- _WORK REQUIRED_:
In the listing below, find each line with the string "BRUNNENSTRASSE" and report it.

*** SUPPLIED MATERIAL ***

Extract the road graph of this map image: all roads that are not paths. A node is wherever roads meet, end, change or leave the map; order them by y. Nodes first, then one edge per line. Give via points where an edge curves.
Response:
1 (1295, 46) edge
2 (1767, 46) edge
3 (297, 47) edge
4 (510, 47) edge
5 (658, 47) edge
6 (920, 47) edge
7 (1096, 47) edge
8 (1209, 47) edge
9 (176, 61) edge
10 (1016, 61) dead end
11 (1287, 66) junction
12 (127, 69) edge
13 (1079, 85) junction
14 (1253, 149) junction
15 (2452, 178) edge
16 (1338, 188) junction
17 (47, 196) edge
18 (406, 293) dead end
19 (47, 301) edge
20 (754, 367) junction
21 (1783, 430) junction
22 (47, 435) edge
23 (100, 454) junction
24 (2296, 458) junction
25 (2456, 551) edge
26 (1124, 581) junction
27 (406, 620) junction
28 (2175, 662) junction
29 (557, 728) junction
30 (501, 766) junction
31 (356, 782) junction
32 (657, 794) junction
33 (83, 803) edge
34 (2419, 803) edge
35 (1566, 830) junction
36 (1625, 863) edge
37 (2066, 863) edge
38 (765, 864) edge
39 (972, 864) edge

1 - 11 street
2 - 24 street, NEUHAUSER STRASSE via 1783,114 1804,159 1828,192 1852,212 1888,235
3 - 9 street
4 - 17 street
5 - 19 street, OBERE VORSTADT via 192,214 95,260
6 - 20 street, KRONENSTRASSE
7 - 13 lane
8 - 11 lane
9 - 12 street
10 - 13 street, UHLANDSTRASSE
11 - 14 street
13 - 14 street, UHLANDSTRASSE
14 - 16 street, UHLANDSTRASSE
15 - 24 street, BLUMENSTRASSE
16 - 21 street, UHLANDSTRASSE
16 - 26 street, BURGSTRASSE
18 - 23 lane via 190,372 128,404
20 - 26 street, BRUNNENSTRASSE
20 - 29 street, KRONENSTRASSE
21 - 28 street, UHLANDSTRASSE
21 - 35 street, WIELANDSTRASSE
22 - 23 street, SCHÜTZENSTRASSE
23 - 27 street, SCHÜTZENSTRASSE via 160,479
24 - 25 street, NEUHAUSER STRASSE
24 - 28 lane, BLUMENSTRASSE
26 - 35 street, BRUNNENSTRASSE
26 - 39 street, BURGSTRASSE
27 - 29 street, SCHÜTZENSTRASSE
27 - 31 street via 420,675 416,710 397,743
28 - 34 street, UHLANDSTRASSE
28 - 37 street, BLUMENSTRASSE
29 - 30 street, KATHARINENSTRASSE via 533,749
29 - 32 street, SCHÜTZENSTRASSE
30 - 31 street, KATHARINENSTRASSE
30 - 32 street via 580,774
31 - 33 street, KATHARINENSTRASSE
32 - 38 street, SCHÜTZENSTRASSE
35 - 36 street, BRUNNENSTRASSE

*** End of SUPPLIED MATERIAL ***

- _RESULT BELOW_:
20 - 26 street, BRUNNENSTRASSE
26 - 35 street, BRUNNENSTRASSE
35 - 36 street, BRUNNENSTRASSE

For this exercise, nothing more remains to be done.